7. Sonntag/23: P. Jacobus Tisch
Seid vollkommen wie euer himmlischer Vater
Das Gebot Aug um Auge, Zahn um Zahn (Ex 21,24) haben die Israeliten von den Babyloniern übernommen, wo es in der Gesetzessammlung des Königs Hammurabi schon früh schriftlich festgehalten ist. Dieses Gebot schützte vor zügelloser Rache. Wenn im Streit jemandem das Auge verletzt oder ein Zahn ausgeschlagen wurde, durfte dafür nicht die Hand abgeschlagen werden. Aug um Auge, Zahn um Zahn war also kein Aufruf zum Gegenangriff, sondern eine Aufforderung zur Mäßigung.
Mit seinem Ich aber sage euch... lädt Jesus ein, über eine geordnete Vergeltung hinaus noch einen Schritt weiterzugehen, nämlich auf Rache und Wiedergutmachung überhaupt zu verzichten.
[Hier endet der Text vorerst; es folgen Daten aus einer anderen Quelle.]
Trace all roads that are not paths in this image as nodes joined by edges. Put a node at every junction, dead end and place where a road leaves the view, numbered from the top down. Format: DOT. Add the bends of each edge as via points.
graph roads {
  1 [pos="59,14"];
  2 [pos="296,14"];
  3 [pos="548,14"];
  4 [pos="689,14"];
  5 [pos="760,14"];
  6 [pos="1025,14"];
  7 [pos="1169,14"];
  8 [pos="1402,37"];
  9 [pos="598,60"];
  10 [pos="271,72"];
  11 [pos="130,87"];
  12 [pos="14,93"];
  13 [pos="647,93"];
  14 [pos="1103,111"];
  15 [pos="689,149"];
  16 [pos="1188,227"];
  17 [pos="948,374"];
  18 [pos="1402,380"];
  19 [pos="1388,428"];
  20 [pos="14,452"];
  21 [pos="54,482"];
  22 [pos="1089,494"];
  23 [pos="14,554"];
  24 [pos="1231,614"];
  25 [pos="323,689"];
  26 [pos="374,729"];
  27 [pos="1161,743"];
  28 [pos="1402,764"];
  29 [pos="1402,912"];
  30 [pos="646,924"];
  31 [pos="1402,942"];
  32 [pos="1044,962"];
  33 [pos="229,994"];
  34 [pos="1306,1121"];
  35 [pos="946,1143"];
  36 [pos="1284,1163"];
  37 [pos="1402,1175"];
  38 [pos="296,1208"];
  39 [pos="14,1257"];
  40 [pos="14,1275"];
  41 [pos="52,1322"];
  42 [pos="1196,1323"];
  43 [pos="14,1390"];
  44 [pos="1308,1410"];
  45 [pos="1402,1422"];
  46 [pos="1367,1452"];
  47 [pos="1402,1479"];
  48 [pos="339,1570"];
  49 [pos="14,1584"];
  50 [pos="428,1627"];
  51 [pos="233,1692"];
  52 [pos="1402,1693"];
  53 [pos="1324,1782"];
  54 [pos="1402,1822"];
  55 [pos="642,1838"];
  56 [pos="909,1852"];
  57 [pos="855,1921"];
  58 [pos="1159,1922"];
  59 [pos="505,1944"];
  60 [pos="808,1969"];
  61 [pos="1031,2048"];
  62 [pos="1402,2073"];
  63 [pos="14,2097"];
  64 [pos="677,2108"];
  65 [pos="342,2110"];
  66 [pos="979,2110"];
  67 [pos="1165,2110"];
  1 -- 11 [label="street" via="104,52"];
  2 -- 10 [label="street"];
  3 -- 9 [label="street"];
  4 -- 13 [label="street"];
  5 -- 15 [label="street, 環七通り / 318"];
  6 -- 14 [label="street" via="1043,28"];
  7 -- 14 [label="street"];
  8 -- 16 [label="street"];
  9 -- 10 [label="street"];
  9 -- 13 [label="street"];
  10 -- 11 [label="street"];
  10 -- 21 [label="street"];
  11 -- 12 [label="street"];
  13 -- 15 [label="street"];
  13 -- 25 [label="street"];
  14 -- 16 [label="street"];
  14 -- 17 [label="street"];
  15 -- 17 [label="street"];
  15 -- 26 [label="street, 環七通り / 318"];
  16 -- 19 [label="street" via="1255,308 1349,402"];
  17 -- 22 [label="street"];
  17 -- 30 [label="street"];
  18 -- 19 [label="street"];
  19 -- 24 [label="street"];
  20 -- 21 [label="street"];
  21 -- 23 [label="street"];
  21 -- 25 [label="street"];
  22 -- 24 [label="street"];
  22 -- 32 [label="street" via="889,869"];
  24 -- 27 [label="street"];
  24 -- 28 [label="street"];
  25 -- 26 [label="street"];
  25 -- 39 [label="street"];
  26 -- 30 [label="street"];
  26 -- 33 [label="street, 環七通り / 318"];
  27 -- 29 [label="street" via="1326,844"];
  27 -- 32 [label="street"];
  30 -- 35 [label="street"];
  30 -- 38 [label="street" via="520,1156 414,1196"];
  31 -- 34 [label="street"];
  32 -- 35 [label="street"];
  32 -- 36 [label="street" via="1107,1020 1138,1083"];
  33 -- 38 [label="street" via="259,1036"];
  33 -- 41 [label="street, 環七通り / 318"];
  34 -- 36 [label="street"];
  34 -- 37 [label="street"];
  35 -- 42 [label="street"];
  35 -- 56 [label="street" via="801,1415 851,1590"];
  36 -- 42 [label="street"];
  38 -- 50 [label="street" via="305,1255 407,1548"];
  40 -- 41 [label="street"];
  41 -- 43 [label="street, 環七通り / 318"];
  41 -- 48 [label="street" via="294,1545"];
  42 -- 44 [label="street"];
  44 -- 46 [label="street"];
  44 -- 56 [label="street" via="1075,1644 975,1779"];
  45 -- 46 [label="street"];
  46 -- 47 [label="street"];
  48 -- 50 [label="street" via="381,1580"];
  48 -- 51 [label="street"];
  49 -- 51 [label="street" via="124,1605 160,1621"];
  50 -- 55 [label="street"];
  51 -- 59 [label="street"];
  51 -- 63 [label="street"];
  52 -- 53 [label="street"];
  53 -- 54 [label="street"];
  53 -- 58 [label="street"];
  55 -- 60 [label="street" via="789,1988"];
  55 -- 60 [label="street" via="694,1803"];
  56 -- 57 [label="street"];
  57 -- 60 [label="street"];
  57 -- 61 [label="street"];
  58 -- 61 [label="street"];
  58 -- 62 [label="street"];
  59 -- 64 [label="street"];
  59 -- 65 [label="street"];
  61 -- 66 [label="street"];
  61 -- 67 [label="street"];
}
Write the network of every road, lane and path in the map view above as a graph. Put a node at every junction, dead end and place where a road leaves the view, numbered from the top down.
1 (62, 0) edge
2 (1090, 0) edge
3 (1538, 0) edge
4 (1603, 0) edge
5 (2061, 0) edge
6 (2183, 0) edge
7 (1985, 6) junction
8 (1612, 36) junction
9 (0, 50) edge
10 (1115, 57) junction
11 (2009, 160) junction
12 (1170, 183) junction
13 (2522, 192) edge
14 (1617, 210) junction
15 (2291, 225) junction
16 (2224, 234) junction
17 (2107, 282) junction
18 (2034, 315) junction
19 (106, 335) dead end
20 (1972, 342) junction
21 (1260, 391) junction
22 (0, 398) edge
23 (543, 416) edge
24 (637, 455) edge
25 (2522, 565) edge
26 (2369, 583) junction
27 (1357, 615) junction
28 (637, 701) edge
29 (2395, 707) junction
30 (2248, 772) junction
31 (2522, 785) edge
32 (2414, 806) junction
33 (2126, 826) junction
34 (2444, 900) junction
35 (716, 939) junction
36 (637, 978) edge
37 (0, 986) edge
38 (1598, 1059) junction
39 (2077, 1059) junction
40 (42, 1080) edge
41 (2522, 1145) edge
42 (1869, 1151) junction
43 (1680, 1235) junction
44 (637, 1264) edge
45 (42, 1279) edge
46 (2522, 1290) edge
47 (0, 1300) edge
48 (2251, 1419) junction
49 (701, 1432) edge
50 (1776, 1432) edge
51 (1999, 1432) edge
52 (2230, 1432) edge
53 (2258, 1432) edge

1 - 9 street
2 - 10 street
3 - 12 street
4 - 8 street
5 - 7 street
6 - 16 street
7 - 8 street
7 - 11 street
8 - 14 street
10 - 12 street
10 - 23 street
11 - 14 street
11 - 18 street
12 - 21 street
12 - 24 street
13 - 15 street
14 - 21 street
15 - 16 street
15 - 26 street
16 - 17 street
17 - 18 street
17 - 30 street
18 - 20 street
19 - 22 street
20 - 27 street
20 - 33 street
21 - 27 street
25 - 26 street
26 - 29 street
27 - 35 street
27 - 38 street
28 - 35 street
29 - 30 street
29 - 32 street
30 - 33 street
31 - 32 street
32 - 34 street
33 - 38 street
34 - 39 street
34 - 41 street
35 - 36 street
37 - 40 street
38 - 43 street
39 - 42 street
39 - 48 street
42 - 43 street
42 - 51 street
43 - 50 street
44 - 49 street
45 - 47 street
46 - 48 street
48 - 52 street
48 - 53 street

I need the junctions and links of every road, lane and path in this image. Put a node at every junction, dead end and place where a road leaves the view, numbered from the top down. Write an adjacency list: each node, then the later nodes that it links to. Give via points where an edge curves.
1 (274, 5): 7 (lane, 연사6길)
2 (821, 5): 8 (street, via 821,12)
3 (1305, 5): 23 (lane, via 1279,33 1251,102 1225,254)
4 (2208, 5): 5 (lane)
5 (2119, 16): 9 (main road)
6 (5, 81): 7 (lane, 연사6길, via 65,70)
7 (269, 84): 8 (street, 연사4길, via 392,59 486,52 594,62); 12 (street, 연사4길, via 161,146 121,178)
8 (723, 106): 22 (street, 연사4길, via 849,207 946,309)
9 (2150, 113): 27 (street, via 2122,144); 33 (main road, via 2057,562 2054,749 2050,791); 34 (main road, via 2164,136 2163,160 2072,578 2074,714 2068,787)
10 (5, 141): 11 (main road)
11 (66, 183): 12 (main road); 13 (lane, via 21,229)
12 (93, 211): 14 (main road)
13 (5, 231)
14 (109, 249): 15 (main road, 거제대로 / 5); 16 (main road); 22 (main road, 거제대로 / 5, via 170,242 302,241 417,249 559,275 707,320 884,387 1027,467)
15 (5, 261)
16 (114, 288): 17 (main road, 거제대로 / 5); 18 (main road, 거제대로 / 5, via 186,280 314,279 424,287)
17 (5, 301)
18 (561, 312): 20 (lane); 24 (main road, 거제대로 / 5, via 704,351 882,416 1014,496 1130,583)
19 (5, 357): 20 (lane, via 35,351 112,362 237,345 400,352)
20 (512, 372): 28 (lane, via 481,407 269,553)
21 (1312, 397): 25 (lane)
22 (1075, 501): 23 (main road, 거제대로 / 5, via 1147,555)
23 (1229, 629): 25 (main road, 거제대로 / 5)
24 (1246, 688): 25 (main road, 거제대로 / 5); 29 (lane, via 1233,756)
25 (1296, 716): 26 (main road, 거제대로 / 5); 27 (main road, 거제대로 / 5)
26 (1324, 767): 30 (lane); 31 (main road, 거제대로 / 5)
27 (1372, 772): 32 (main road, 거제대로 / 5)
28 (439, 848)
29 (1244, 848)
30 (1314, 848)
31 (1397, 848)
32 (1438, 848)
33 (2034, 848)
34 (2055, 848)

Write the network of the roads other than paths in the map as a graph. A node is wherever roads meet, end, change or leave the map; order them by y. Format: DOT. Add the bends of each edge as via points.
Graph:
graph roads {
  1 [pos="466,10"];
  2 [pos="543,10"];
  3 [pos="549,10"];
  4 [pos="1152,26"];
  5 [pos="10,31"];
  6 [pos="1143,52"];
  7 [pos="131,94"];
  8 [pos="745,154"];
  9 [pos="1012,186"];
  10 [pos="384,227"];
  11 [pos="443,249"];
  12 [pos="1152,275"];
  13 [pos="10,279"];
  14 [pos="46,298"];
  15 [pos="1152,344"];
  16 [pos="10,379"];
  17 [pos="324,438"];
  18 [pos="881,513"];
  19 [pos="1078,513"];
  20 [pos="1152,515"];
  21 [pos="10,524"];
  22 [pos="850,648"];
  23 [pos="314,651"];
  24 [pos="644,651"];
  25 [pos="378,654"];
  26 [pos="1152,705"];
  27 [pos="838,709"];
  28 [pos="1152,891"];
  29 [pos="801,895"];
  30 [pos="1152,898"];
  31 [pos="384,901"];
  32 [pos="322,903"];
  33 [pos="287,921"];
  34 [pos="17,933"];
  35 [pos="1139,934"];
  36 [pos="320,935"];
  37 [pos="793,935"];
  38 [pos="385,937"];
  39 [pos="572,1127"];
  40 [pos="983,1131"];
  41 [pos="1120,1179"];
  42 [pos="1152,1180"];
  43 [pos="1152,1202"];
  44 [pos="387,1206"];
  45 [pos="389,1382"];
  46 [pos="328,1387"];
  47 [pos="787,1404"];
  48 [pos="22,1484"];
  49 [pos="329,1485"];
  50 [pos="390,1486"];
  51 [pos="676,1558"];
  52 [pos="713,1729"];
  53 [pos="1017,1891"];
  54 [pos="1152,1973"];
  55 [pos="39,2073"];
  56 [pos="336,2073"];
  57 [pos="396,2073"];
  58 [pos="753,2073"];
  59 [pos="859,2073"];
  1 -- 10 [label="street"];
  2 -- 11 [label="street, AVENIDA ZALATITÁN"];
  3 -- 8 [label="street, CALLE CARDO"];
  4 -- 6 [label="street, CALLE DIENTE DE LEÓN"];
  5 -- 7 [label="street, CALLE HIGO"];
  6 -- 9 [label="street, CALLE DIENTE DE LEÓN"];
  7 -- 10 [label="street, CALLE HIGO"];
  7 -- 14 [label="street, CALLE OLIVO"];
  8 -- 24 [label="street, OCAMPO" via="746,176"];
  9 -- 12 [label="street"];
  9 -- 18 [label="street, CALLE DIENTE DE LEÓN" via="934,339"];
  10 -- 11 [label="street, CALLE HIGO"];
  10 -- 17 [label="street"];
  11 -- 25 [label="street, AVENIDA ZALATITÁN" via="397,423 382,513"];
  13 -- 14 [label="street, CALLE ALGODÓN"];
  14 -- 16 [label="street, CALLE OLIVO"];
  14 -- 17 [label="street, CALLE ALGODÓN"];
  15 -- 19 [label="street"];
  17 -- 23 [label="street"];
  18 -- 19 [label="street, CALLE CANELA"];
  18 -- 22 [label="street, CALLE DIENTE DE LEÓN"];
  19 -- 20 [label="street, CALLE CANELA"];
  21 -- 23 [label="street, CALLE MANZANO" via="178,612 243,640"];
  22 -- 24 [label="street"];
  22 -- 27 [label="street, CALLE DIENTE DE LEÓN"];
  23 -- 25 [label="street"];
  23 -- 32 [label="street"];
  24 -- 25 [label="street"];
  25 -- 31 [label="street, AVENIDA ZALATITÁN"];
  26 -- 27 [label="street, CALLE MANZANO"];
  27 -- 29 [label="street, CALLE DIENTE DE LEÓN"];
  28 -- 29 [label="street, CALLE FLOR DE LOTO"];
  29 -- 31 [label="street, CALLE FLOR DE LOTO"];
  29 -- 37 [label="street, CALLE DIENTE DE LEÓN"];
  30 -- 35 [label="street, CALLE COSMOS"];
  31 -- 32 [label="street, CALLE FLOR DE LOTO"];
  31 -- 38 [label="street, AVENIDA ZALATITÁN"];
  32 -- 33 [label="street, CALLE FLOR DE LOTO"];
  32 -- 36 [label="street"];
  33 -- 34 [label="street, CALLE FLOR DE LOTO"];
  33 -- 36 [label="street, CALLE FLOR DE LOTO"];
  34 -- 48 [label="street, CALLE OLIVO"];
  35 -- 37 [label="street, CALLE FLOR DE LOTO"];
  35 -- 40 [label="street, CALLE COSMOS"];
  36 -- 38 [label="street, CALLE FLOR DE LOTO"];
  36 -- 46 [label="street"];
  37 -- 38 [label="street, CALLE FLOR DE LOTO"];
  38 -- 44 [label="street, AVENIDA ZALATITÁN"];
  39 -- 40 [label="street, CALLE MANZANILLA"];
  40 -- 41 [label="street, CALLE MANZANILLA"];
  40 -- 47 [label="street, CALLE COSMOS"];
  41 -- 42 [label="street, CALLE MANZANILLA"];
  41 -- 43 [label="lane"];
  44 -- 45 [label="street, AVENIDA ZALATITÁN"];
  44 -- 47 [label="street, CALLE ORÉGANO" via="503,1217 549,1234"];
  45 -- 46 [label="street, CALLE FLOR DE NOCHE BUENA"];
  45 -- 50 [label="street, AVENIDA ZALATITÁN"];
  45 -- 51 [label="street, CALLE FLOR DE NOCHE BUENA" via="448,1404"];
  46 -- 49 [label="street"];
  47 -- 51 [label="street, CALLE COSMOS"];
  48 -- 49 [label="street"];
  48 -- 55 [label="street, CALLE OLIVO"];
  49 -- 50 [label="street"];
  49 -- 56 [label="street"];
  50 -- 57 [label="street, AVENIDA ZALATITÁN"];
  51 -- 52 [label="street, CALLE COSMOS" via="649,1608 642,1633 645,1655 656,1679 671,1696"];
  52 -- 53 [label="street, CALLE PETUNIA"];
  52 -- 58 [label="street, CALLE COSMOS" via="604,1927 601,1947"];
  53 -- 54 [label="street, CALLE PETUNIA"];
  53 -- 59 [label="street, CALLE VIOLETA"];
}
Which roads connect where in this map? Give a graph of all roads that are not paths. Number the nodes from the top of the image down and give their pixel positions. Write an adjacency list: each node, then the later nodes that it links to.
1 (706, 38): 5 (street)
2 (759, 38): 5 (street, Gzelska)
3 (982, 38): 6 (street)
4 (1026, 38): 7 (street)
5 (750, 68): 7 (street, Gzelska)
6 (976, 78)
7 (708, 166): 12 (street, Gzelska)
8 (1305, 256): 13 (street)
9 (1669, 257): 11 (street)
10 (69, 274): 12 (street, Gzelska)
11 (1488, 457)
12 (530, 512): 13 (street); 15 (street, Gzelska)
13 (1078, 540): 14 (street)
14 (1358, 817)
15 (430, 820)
Stattdessen sollen wir den Weg der Liebe antreten. Jesus begründet seine Aufforderung mit dem Hinweis auf Gott, der die Sonne aufgehen lässt über Guten und Bösen und der seinen Regen fallen lässt auf Gerechte und Ungerechte. Es ist die Liebe, die Gott dies tun lässt. Der Mensch als Gottes Ebenbild soll seinem Verhalten nacheifern. Wie Gott keine Rache nimmt und auf einer Wiedergutmachung nicht beharrt, so sollen auch wir uns davon verabschieden.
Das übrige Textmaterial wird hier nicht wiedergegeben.